Makansutra: Covid-proof food stalls making it work during tough times
These three stalls offer delicious respite - burgers, Vietnamese fare and ngoh hiang - while the economy reopens slowly
Why do some eateries and hawkers struggle in the current climate, while others are seemingly Covid-proof?
For starters, a good recipe does not necessarily translate into good business.
Besides a dollop of luck, it also boils down to factors such as location, food type, price point, presentation and the customers the eatery is targeting in the area.
Being an established name with a solid reputation helps too - online fame can only get you so far.
These three stalls are still making it work by offering well-cooked comfort favourites.
WILDFIRE CHICKEN & BURGERS
Nanyang Academy of Fine Arts, 80 Bencoolen Street, #01-15, 11.30am to 9pm daily (wildfireburgers.com for online orders)

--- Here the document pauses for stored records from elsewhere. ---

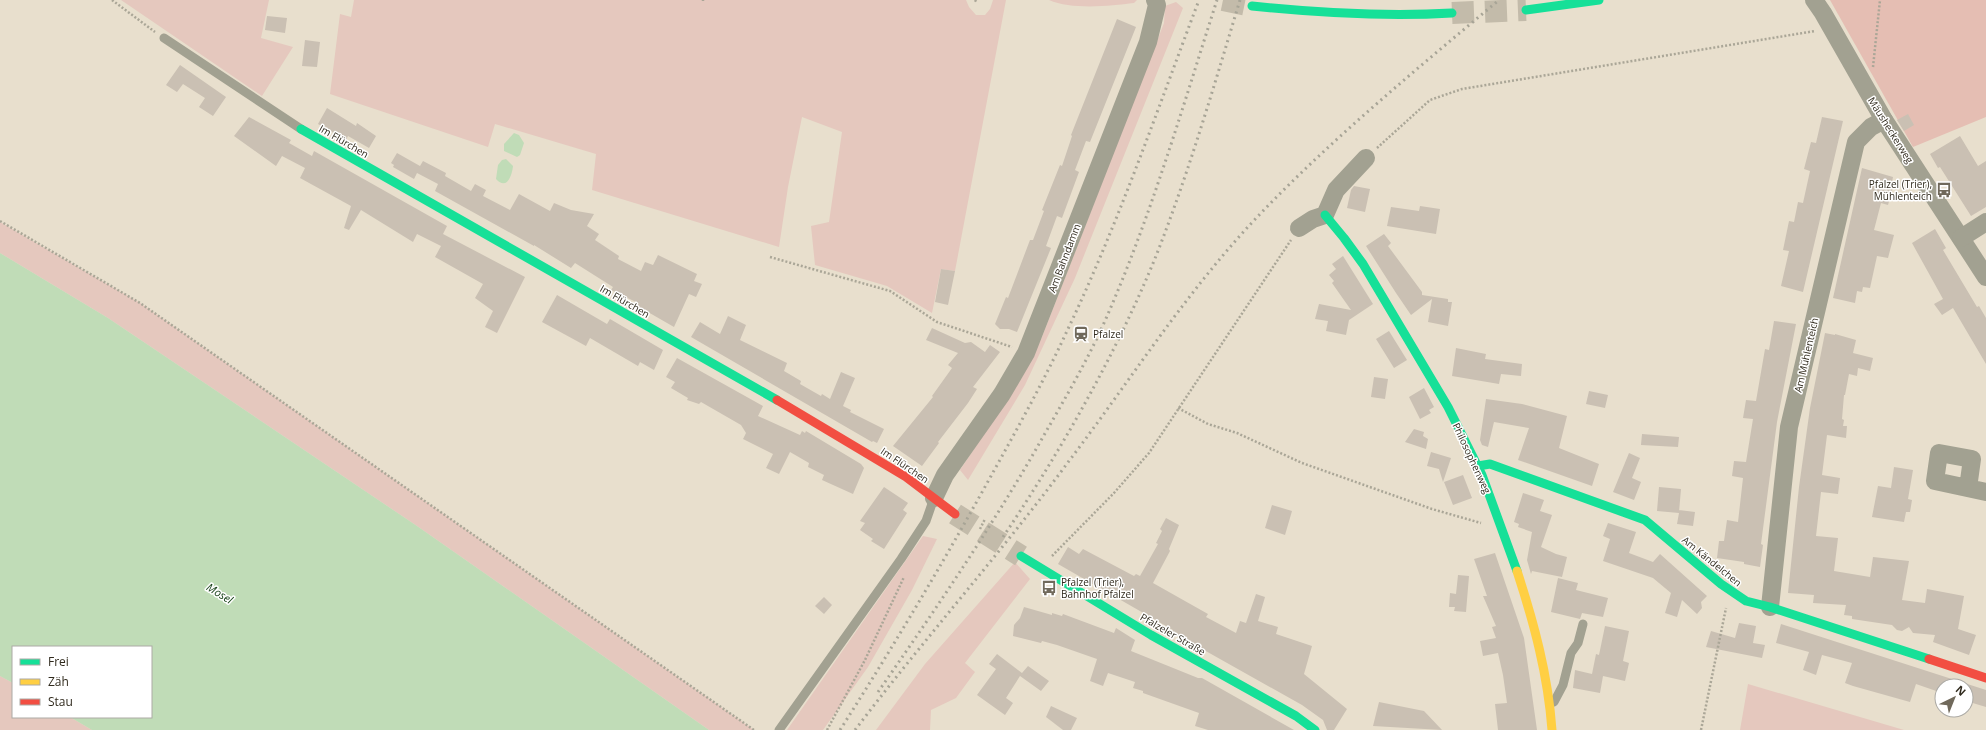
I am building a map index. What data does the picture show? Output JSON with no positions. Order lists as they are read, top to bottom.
{
  "streets": {
    "street": [
      "Mäusheckerweg",
      "Im Flürchen",
      "Am Bahndamm",
      "Am Mühlenteich",
      "Philosophenweg",
      "Am Kändelchen",
      "Pfalzeler Straße"
    ]
  },
  "crossings": [
    ["Mäusheckerweg", "Am Mühlenteich"],
    ["Im Flürchen", "Am Bahndamm"],
    ["Am Mühlenteich", "Am Kändelchen"],
    ["Philosophenweg", "Am Kändelchen"]
  ],
  "water": ["Mosel"],
  "places": {
    "bus stop": ["Pfalzel (Trier), Mühlenteich", "Pfalzel (Trier), Bahnhof Pfalzel"],
    "station": ["Pfalzel"]
  },
  "legend": ["Frei", "Zäh", "Stau"],
  "north": "top right"
}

Ms Joanne Toh and Mr Shaun Leong are serial food and beverage entrepreneurs. They have worked in the business and opened Korean barbecue restaurants and they have now revived local burger brand Wildfire Chicken & Burgers, which closed last year.
It may be barely a month old but I was bowled over by the Angus beef Shabu Burger ($13) with bunashimeji mushroom, onion, yakiniku sauce and goma (sesame) sauce. The streaky slices in the burger lent so much texture and airiness to each bite.

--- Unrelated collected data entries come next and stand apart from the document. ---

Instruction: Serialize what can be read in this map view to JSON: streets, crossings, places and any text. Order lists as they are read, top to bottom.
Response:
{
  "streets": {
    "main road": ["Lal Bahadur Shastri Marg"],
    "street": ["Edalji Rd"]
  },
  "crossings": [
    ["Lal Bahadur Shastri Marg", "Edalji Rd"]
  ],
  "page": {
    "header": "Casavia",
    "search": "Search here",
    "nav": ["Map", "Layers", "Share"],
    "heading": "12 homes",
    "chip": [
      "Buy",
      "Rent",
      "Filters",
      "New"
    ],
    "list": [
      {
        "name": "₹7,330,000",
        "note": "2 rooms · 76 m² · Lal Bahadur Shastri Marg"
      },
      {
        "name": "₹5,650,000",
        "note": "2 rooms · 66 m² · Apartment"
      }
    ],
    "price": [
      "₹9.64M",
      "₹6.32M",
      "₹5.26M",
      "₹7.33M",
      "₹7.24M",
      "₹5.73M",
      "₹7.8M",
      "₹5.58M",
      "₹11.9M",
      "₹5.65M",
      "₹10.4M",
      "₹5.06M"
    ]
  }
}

Even though Ms Toh and Mr Leong opened their stall in the middle of the Covid-19 pandemic, they believe their concept of a "handy and hand-size burger" will be popular during and post-Covid - "Just take out and munch in".
The Eggstarter ($9), with crispy bacon, creamy folded egg, cheese, caramelised onion and mayonnaise, is another winner that makes the fast-food version feel underwhelming.

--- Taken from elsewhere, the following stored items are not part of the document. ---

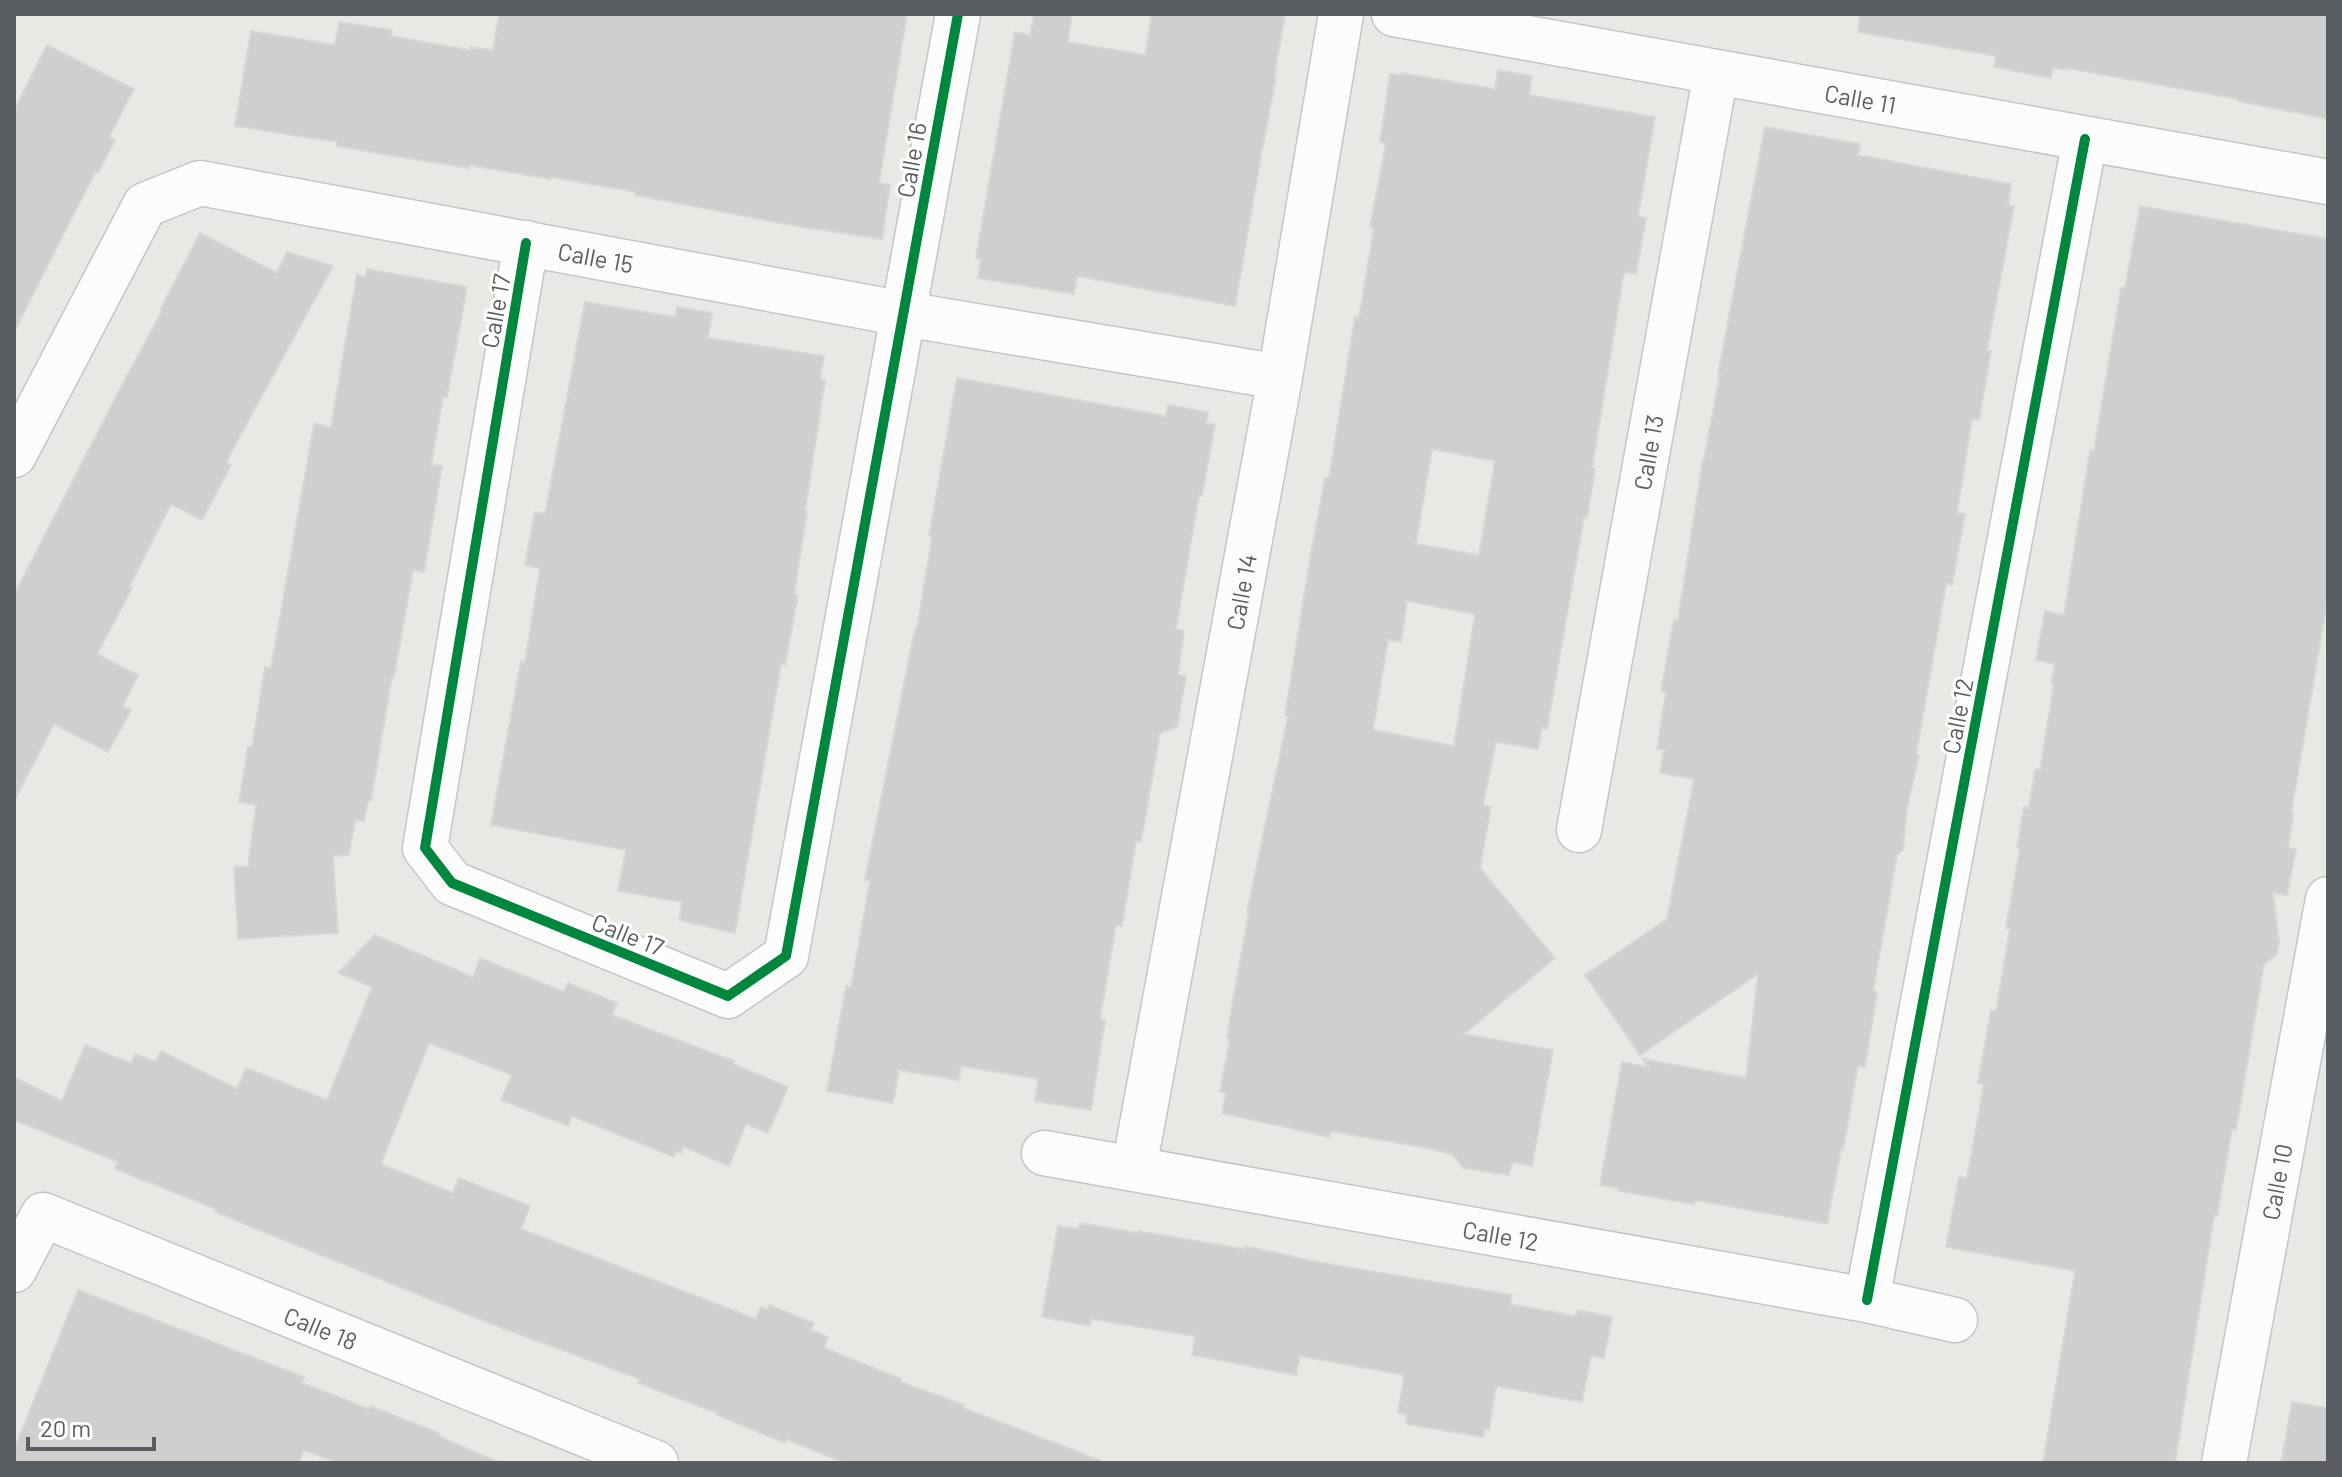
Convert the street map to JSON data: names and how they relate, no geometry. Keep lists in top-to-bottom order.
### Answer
{
  "streets": {
    "street": [
      "Calle 11",
      "Calle 16",
      "Calle 15",
      "Calle 17",
      "Calle 13",
      "Calle 14",
      "Calle 12",
      "Calle 10",
      "Calle 18"
    ]
  },
  "crossings": [
    ["Calle 11", "Calle 13"],
    ["Calle 11", "Calle 12"],
    ["Calle 16", "Calle 15"],
    ["Calle 16", "Calle 17"],
    ["Calle 15", "Calle 17"],
    ["Calle 15", "Calle 14"],
    ["Calle 14", "Calle 12"]
  ],
  "scale_bar": "20 m"
}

90 Whampoa Drive Food Centre, #01-50, 8am to 9pm. Closed on Mondays
When asked why not set up shop in the popular Joo Chiat area, owner Jade, who came to Singapore from Vietnam six years ago, said: "I want to sell to Singaporeans, not Vietnamese."
When pressed, she reflected: "Maybe this is not the best location, but I have some regulars here now."
Whampoa is an old estate where many residents are not overly adventurous when it comes to food.
Her Bun Nem Nuong, with glutinous beehoon and five lemongrass pork skewers spiked with other aromatics such as laksa leaf, mint and basil, is a runaway hit at $8.
Spoon some of the sweet, sour, salty and spicy fish sauce over it and it is worth the 20-minute wait for that freshly barbecued meat.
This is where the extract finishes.